No levantamento dos economistas, os dados da carga tributária global por níveis de governo mostram que a arrecadação federal deve recuar de 20,19% para 19,85% do PIB de 2016 para 2017, queda mais uma vez explicada pela receita atípica com a repatriação no ano passado. A arrecadação de ICMS e do IPVA, cobrado sobre a propriedade de veículos automotores, deve subir no mesmo período de 7,25% para 7,44%.

De 2008 para 2017, na projeção dos economistas, a carga tributária deverá recuar o equivalente a 1,76 ponto percentual do PIB. O diferencial, destaca o levantamento, é bem inferior ao da deterioração do resultado primário do setor público brasileiro, que passou de superávit de 3,33% do PIB em 2008 para déficit de 2,4% este ano, segundo previsão de mercado.

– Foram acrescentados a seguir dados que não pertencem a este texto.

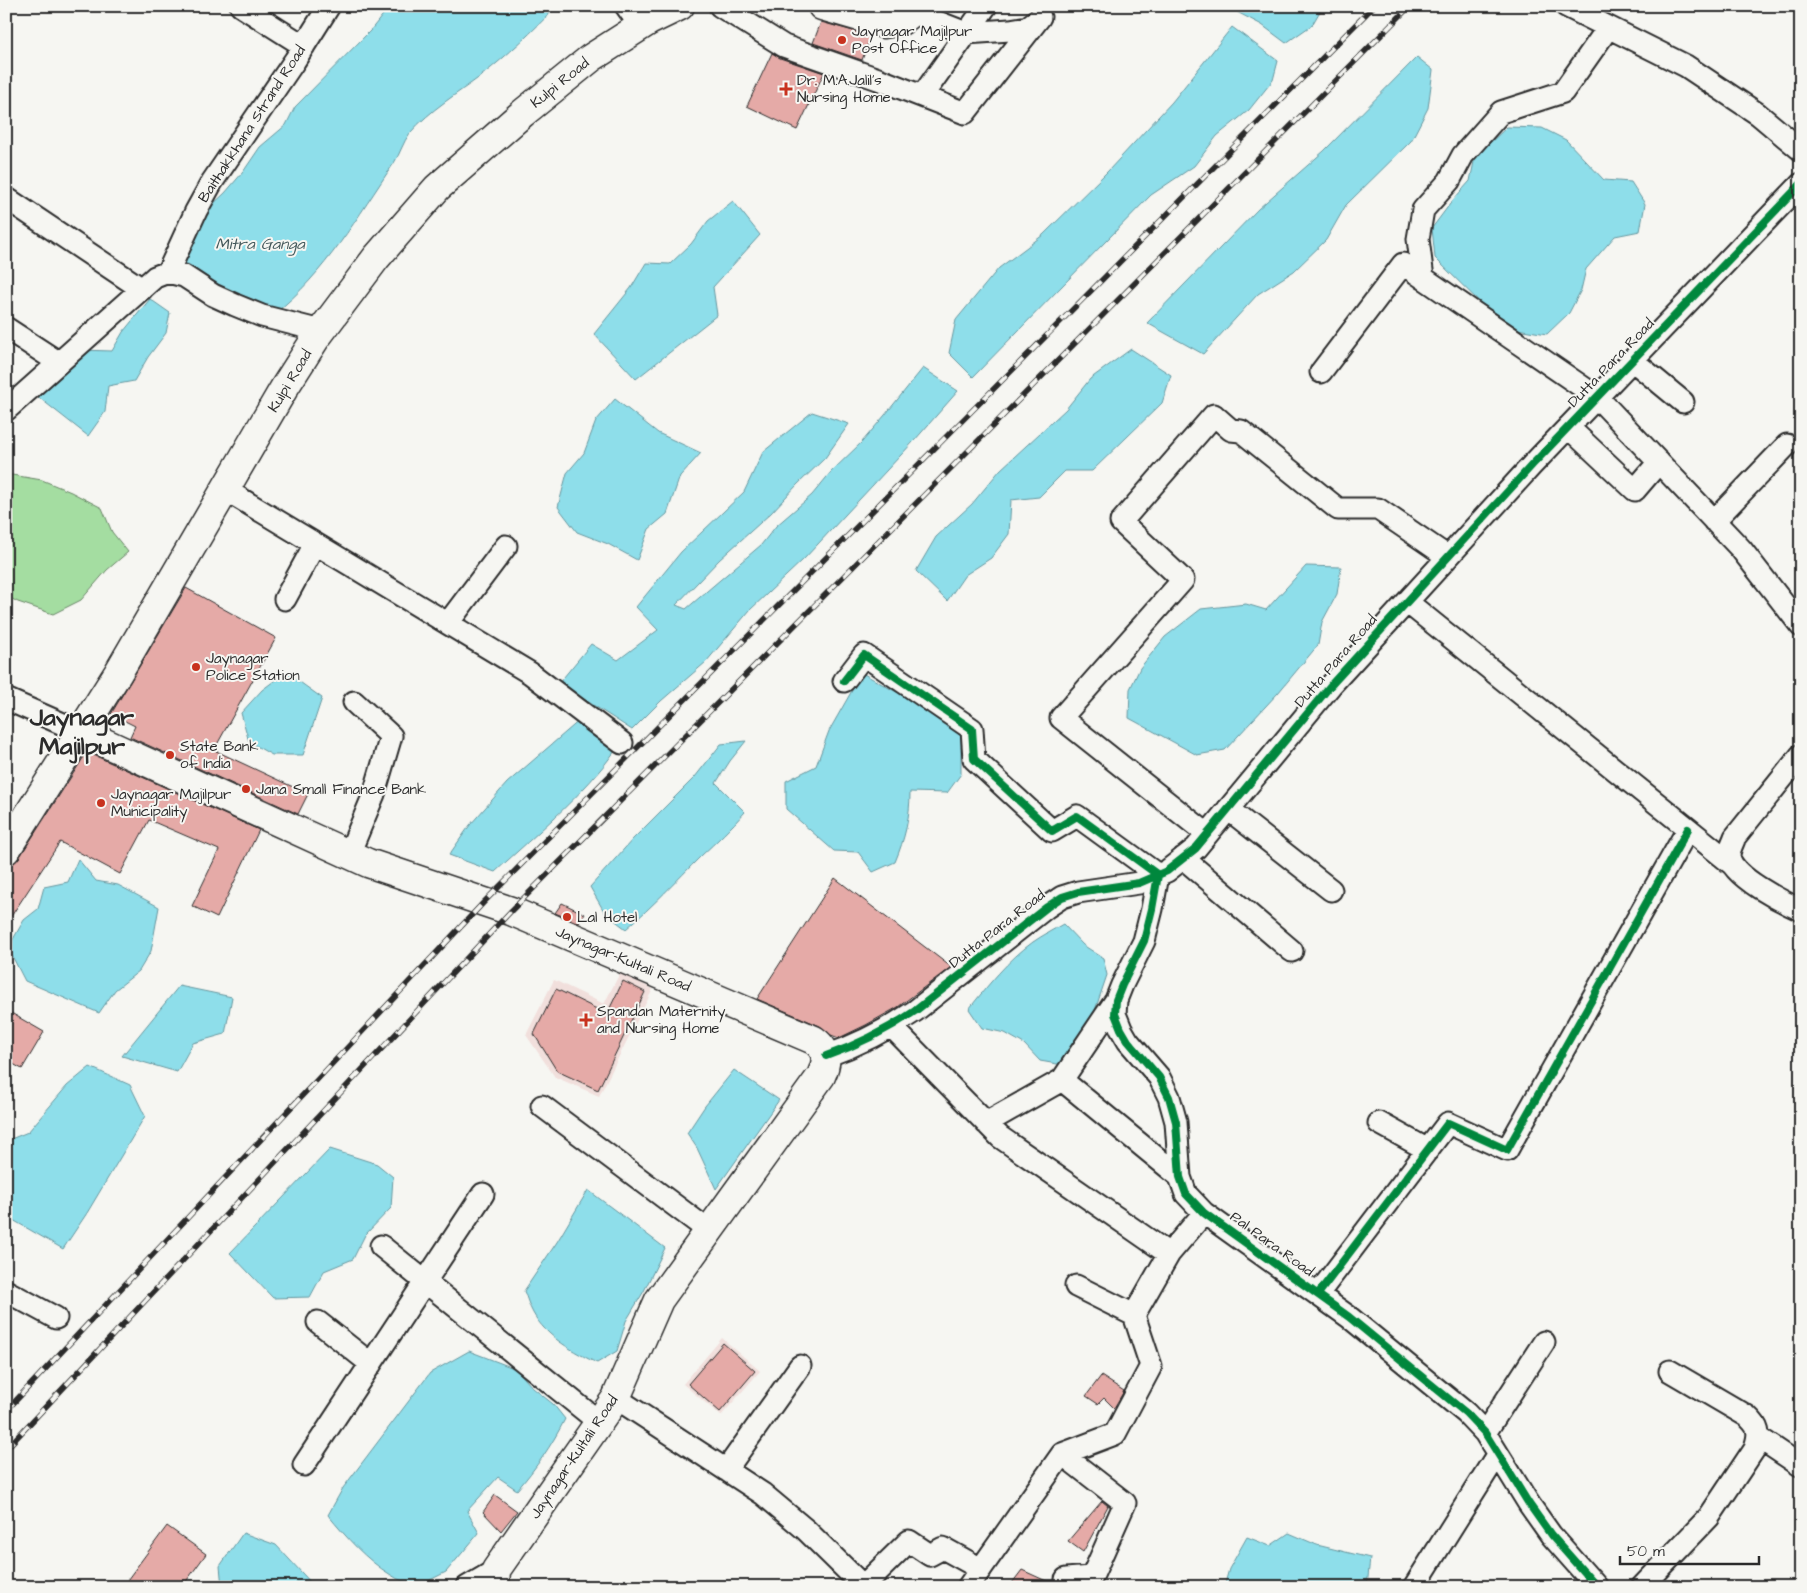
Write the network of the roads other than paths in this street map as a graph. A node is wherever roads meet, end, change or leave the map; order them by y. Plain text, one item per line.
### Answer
1 (329, 6) edge
2 (680, 6) edge
3 (720, 6) edge
4 (822, 6) edge
5 (986, 6) edge
6 (1566, 6) edge
7 (250, 9) edge
8 (916, 9) edge
9 (1045, 12) edge
10 (633, 16) edge
11 (1608, 28) junction
12 (966, 33) junction
13 (304, 46) junction
14 (922, 96) junction
15 (1801, 150) edge
16 (1801, 184) edge
17 (6, 198) edge
18 (168, 272) junction
19 (1423, 278) junction
20 (142, 289) junction
21 (6, 328) edge
22 (321, 331) junction
23 (1632, 360) junction
24 (58, 362) junction
25 (1321, 372) dead end
26 (1597, 397) junction
27 (1683, 402) dead end
28 (6, 410) edge
29 (1568, 427) junction
30 (1787, 445) dead end
31 (1659, 462) junction
32 (226, 490) junction
33 (1714, 521) junction
34 (315, 544) junction
35 (506, 546) dead end
36 (1448, 557) junction
37 (285, 599) dead end
38 (1407, 602) junction
39 (448, 623) junction
40 (1801, 626) edge
41 (844, 681) dead end
42 (6, 699) edge
43 (354, 702) dead end
44 (80, 732) junction
45 (622, 744) dead end
46 (1801, 755) edge
47 (1228, 809) junction
48 (1688, 829) junction
49 (1207, 834) junction
50 (6, 850) edge
51 (349, 854) junction
52 (1183, 858) junction
53 (1732, 864) junction
54 (1158, 875) junction
55 (1331, 890) dead end
56 (1801, 910) edge
57 (1292, 951) dead end
58 (1116, 1000) junction
59 (892, 1027) junction
60 (826, 1056) junction
61 (1062, 1080) junction
62 (542, 1106) dead end
63 (986, 1123) junction
64 (1379, 1123) dead end
65 (1428, 1150) junction
66 (1180, 1177) junction
67 (483, 1194) dead end
68 (1204, 1213) junction
69 (709, 1231) junction
70 (381, 1246) dead end
71 (1169, 1254) junction
72 (425, 1282) junction
73 (1076, 1286) dead end
74 (6, 1291) edge
75 (1318, 1294) junction
76 (1134, 1315) junction
77 (56, 1318) dead end
78 (318, 1322) dead end
79 (1544, 1342) dead end
80 (371, 1364) junction
81 (800, 1366) dead end
82 (1670, 1371) dead end
83 (616, 1398) junction
84 (599, 1422) junction
85 (1485, 1433) junction
86 (1758, 1436) junction
87 (1062, 1454) junction
88 (1497, 1455) junction
89 (304, 1465) dead end
90 (1801, 1466) edge
91 (726, 1470) junction
92 (981, 1569) junction
93 (496, 1578) edge
94 (1066, 1579) dead end
95 (1099, 1582) edge
96 (864, 1586) edge
97 (467, 1587) edge
98 (968, 1587) edge
99 (1414, 1587) edge
100 (1597, 1587) edge
101 (1642, 1587) edge

1 - 13 street, Baithakkhana Strand Road
2 - 10 main road, Kulpi Road
3 - 14 street
4 - 8 main road
5 - 12 street
6 - 11 street
7 - 13 street
8 - 12 street
9 - 12 street
9 - 14 street
10 - 22 main road, Kulpi Road
11 - 15 street
11 - 19 street
12 - 14 street
13 - 18 street, Baithakkhana Strand Road
16 - 23 street, Dutta Para Road
17 - 20 street
18 - 20 street
18 - 22 street
19 - 25 street
19 - 26 street
20 - 24 street
21 - 24 street
22 - 32 main road, Kulpi Road
23 - 26 street, Dutta Para Road
23 - 27 street
24 - 28 street
26 - 29 street, Dutta Para Road
26 - 31 street
29 - 31 street
29 - 36 street, Dutta Para Road
30 - 33 street
31 - 33 street
32 - 34 street
32 - 44 main road, Kulpi Road
33 - 40 street
34 - 37 street
34 - 39 street
35 - 39 street
36 - 38 street, Dutta Para Road
36 - 49 street
38 - 47 street, Dutta Para Road
38 - 48 street
39 - 45 street
41 - 54 street
42 - 44 street
43 - 51 street
44 - 50 main road, Kulpi Road
44 - 51 main road, Jaynagar-Kultali Road
46 - 53 street
47 - 49 street, Dutta Para Road
47 - 55 street
48 - 53 street
48 - 65 street
49 - 52 street, Dutta Para Road
51 - 60 main road, Jaynagar-Kultali Road
52 - 54 street, Dutta Para Road
52 - 57 street
53 - 56 street
54 - 58 street
54 - 59 street, Dutta Para Road
58 - 61 street
58 - 66 street, Pal Para Road
59 - 60 street, Dutta Para Road
59 - 63 street
60 - 69 main road, Jaynagar-Kultali Road
61 - 63 street
61 - 66 street
62 - 69 street
63 - 71 street
64 - 65 street
65 - 75 street
66 - 68 street, Pal Para Road
67 - 72 street
68 - 71 street
68 - 75 street, Pal Para Road
69 - 83 main road, Jaynagar-Kultali Road
70 - 72 street
71 - 76 street
72 - 80 street
72 - 84 street
73 - 76 street
74 - 77 street
75 - 85 street, Pal Para Road
76 - 87 street
78 - 80 street
79 - 85 street
80 - 89 street
81 - 91 street
82 - 86 street
83 - 84 main road, Jaynagar-Kultali Road
83 - 91 street
84 - 93 main road, Jaynagar-Kultali Road
85 - 88 street, Pal Para Road
86 - 90 street
86 - 101 street
87 - 92 street
87 - 95 street
88 - 99 street
88 - 100 street, Pal Para Road
91 - 96 street
92 - 96 street
92 - 98 street
93 - 97 street
94 - 95 street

Essa diferença se deve não apenas ao recuo da arrecadação global em relação ao PIB, mas também ao crescimento acelerado das despesas, explica Castro. "Isso aponta para a necessidade de reequilíbrio fiscal, para o problema do orçamento engessado e da necessidade mudanças que tratem das despesas, como a reforma previdenciária."